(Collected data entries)
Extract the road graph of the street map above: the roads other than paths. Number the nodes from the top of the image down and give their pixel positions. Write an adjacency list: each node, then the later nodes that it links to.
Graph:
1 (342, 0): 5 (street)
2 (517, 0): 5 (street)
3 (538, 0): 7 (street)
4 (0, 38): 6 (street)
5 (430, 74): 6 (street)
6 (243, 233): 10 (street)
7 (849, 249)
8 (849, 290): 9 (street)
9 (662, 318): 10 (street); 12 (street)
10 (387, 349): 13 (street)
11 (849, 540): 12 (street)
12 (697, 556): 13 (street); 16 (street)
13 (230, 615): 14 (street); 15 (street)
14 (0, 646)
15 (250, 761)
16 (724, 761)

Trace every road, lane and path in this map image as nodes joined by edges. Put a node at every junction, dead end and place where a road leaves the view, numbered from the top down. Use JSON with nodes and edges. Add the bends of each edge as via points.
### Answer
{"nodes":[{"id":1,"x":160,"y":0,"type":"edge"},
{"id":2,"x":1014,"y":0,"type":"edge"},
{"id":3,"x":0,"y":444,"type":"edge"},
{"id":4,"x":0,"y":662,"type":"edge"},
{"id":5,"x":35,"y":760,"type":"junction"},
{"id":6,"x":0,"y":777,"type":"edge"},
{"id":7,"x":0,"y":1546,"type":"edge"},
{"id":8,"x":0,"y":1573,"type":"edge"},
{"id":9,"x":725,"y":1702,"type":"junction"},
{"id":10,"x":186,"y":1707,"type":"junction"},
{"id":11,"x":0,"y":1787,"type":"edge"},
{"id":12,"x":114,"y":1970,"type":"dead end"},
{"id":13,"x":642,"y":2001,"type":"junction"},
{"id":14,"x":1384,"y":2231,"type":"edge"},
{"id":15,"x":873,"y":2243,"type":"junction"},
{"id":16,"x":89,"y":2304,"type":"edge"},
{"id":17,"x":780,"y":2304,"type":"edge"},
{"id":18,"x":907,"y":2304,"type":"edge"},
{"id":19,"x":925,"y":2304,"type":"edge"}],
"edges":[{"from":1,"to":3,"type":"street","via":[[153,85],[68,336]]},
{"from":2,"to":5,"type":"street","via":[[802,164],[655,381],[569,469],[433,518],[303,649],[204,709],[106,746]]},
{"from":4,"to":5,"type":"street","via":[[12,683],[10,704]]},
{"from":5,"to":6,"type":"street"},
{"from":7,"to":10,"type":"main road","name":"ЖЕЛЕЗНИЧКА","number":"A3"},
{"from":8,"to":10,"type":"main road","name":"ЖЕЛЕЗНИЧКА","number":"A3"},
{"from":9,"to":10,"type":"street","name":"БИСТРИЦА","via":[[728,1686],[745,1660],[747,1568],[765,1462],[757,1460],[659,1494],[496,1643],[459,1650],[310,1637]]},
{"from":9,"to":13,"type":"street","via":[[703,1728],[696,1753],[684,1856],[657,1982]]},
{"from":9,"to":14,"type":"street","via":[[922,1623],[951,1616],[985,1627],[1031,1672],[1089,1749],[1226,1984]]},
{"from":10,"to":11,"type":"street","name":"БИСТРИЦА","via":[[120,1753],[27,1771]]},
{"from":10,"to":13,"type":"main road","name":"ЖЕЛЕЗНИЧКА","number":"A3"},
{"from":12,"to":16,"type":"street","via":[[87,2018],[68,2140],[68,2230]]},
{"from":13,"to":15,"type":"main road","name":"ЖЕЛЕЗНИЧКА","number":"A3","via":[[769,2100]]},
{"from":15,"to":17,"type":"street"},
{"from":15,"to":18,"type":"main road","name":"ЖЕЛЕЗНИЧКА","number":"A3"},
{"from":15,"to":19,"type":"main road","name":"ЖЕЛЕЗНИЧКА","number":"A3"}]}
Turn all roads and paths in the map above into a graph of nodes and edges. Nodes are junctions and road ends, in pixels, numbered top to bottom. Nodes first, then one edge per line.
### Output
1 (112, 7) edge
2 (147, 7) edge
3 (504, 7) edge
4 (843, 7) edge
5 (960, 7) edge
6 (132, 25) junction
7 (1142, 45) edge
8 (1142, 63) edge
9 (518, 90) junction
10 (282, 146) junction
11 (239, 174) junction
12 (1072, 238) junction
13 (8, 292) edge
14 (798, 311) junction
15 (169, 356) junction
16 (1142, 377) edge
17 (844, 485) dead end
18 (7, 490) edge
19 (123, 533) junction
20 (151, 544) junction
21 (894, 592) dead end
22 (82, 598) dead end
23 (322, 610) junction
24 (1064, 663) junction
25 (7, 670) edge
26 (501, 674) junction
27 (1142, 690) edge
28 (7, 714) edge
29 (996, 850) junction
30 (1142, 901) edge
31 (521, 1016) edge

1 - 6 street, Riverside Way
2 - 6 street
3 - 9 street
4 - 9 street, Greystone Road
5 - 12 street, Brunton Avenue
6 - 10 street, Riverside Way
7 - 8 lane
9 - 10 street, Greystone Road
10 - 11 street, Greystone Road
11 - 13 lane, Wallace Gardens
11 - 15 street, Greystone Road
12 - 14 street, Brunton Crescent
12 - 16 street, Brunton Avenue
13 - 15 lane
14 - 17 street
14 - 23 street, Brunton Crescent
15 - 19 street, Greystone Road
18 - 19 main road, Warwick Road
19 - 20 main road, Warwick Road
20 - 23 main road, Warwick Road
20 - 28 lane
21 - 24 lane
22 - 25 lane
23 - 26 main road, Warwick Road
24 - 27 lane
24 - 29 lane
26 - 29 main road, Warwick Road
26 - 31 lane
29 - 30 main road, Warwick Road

== WORK ITEM ==
Reproduce every line in the records above that contains the word "nodes".

== YOUR SOLUTION ==
Extract the road graph of the street map above: the roads other than paths. Number the nodes from the top of the image down and give their pixel positions. Write an adjacency list: each node, then the later nodes that it links to.
Trace every road, lane and path in this map image as nodes joined by edges. Put a node at every junction, dead end and place where a road leaves the view, numbered from the top down. Use JSON with nodes and edges. Add the bends of each edge as via points.
{"nodes":[{"id":1,"x":160,"y":0,"type":"edge"},
Turn all roads and paths in the map above into a graph of nodes and edges. Nodes are junctions and road ends, in pixels, numbered top to bottom. Nodes first, then one edge per line.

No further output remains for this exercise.